Yes, I could kill him later. It soothed me, and I played out his death in my mind like a tape, rewinding, replaying, changing parts around. Would I cut off his fingers first? That sometimes made it better, to hear their screams as I popped the joints one by one. Fingers weren’t lethal, and I could keep him conscious throughout. Yes, that’s what I would do.

 

I returned to the bedroom in a better mood. She lay staring at the ceiling and would not look at me when I came and sat beside her.

 

“I’m going out for the afternoon,” I said.

 

She whipped her head back towards me.

 

“You said—”

 

“I won’t kill him today. We made a trade.”

 

“A trade.” She whispered it.

 

“Not sure if it was worth it? Well, kitten, you can always change your mind.”

 

“No.”

 

“I’ll bring you back a present. No trades, just a gift.”

 

“Untie my hand, please,” she said. “One hand, that’s all I need. That’s all I—”

 

“Later,” I said. “But not when I’m gone. I can’t leave you untied. Surely you understand that.”

 

The rejection rippled through her body. I put my hand on her stomach and she winced.

 

“Don’t,” she whispered. “Not if you’re going to leave me.”

 

I lifted my hand away from her.

 

“I’ll be back,” I said. “And… thank you.”

 

She looked up at me, confusion quirking her beautiful arched eyebrows.

 

“For giving me a measure of relief. It’s not enough, not for me, but you tried. I—thank you.”

 

I turned and left before she could respond.

 

 

 

 

 

CHAPTER NINETEEN

 

 

Kat

 

He came back later and threw a few books down next to me on the bed. Then untied my hands and feet. An hour earlier, I would have been ready to throw myself at him in a desperate attempt for either an orgasm or an escape, but I had calmed down a lot since then.

 

He had, too, it seemed. He smiled comfortingly at me.

 

It was his thank you that had really made me look at him differently. Strange that such a little thing could make me feel so much better. But I felt that I’d given something to him that he couldn’t take himself. In a way, he needed me.

 

That was good and bad at the same time. There was no way he would ever let me go, but maybe I could convince him slowly to give me more space. More freedom. And then—

 

Then what? I couldn’t risk trying to kill him again. I would take it slowly, I decided, rubbing my wrists. Try to gain his confidence back. Then I could decide on my next move.

 

I picked up one of the books. The Billionaire’s Courtesan. The cover was one of those pink and gold numbers with raised lettering.
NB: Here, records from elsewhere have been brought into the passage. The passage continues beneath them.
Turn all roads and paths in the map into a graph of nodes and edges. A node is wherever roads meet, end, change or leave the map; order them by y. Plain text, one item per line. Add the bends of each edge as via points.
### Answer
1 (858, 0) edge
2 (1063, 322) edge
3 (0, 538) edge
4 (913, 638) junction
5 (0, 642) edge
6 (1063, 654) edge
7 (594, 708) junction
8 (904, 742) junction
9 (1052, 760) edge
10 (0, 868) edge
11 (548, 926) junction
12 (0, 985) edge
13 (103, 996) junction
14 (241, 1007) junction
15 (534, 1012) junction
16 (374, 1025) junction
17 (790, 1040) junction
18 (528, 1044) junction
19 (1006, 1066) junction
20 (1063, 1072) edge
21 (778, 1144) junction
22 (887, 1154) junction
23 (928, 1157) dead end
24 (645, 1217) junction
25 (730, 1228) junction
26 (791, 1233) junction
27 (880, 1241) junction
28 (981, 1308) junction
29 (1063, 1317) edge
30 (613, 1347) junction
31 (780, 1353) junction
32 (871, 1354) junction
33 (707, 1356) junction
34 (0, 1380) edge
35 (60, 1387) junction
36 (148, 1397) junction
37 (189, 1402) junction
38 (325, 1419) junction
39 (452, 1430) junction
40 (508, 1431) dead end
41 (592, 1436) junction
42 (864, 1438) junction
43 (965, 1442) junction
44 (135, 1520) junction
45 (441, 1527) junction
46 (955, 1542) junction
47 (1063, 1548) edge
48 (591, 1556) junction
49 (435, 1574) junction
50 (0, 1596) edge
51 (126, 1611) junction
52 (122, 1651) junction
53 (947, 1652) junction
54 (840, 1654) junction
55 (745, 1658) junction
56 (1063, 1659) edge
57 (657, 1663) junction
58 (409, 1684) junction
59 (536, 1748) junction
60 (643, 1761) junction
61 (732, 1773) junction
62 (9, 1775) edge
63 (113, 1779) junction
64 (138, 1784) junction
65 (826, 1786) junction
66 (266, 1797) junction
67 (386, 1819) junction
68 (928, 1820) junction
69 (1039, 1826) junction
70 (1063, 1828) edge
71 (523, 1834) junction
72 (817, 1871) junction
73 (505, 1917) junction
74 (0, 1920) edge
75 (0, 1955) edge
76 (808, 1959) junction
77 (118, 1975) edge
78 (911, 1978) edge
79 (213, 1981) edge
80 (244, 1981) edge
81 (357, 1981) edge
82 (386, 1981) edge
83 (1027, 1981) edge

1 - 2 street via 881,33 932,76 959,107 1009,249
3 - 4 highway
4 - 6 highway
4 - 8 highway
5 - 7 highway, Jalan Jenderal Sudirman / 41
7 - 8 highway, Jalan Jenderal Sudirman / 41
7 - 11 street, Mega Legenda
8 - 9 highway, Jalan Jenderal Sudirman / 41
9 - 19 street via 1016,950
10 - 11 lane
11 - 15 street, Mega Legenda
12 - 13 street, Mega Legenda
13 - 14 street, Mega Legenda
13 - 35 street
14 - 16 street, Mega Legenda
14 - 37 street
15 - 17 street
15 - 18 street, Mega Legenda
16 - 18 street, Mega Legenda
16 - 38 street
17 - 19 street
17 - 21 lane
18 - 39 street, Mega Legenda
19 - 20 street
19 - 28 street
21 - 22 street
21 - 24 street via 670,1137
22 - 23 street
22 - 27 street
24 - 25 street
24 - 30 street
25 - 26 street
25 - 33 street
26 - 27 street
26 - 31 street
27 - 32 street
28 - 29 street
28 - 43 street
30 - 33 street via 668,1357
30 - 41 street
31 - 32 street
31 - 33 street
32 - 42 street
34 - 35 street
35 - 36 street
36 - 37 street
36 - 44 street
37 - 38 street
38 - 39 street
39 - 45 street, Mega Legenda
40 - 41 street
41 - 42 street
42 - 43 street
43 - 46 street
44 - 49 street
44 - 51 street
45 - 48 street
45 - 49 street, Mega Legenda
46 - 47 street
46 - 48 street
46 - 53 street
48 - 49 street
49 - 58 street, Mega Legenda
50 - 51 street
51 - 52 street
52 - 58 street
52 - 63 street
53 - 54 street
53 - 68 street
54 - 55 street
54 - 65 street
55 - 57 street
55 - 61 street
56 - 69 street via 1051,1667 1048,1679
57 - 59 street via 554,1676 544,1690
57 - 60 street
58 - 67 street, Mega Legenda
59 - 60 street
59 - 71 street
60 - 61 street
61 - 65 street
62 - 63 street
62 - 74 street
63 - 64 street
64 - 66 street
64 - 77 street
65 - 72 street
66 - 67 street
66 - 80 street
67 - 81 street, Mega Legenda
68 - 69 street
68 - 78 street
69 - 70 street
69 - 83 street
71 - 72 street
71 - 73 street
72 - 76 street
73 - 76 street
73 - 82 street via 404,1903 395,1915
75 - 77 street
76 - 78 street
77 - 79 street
I always wondered why they didn’t do the bumpy lettering over the woman’s breasts. It would be a heaving bosom. Get it?

 

Yeah, I didn’t make myself laugh, either.

 

“I thought you might like these,” Gav said.

 

“Romance novels?” I tossed the book down and looked at the others. The Cowboy and the Bride. Her Last Virgin Night.

 

“There was one on your cart when we first met.”

 

“That’s… sweet of you.” I picked up the cowboy one and rifled through the pages. The second chapter started with him “exposing his throbbing member” and only got worse. I giggled, cupping my hand over my mouth. The word member seemed so funny at that moment that I had to suppress a burst of laughter.

 

“You don’t like them?”

 

“No, it’s just...We make fun of these.”